### DIRECTIONS FOR THIS TASK
Set down the data below in full, exactly as it reads, but without the pictures.

### RECORDS FOR THE EXERCISE
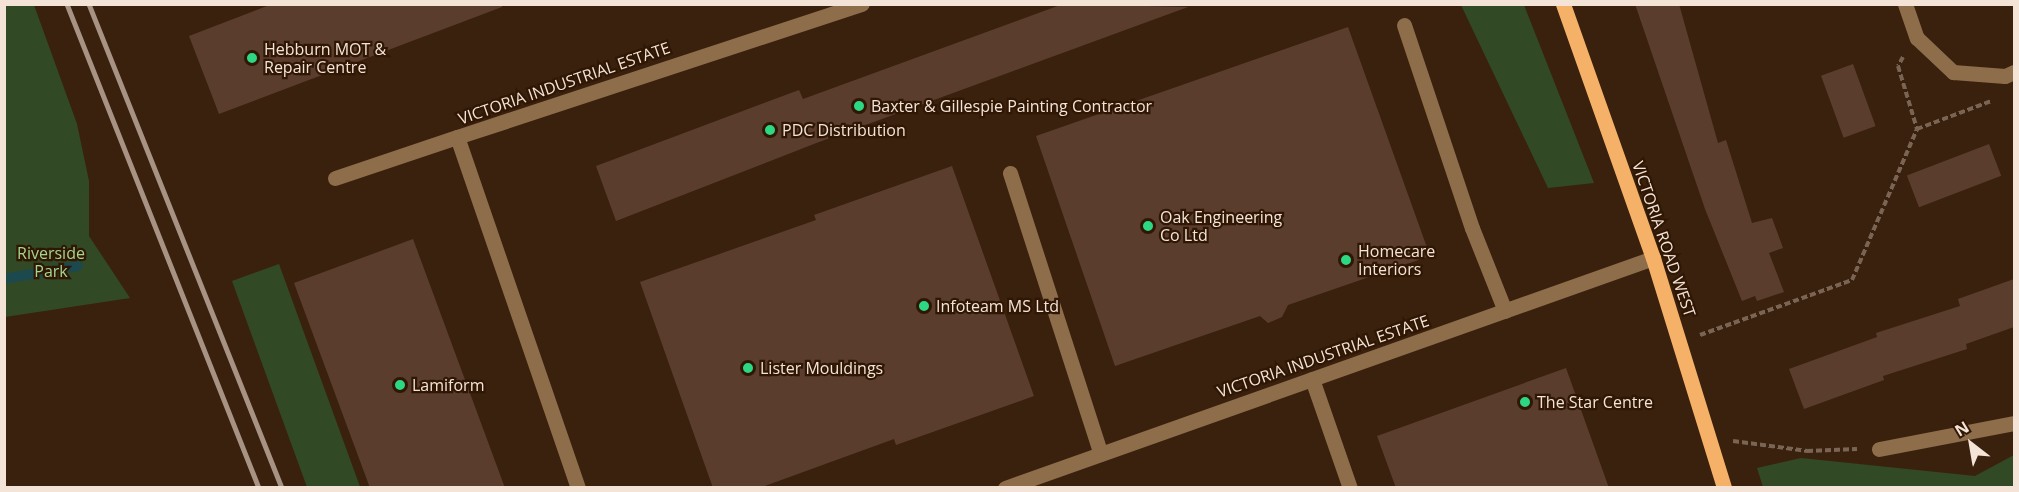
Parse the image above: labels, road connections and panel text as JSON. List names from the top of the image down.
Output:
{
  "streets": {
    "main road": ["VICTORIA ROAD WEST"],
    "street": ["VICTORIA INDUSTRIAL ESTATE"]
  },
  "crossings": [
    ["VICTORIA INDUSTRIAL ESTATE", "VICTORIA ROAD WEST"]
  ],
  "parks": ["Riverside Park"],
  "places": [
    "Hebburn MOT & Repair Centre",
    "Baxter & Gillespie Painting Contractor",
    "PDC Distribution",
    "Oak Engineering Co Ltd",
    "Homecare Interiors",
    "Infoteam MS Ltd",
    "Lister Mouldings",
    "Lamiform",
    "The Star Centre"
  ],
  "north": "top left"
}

### TASK ANSWER
Parse the image above: labels, road connections and panel text as JSON. List names from the top of the image down.
Output:
{
  "streets": {
    "main road": ["VICTORIA ROAD WEST"],
    "street": ["VICTORIA INDUSTRIAL ESTATE"]
  },
  "crossings": [
    ["VICTORIA INDUSTRIAL ESTATE", "VICTORIA ROAD WEST"]
  ],
  "parks": ["Riverside Park"],
  "places": [
    "Hebburn MOT & Repair Centre",
    "Baxter & Gillespie Painting Contractor",
    "PDC Distribution",
    "Oak Engineering Co Ltd",
    "Homecare Interiors",
    "Infoteam MS Ltd",
    "Lister Mouldings",
    "Lamiform",
    "The Star Centre"
  ],
  "north": "top left"
}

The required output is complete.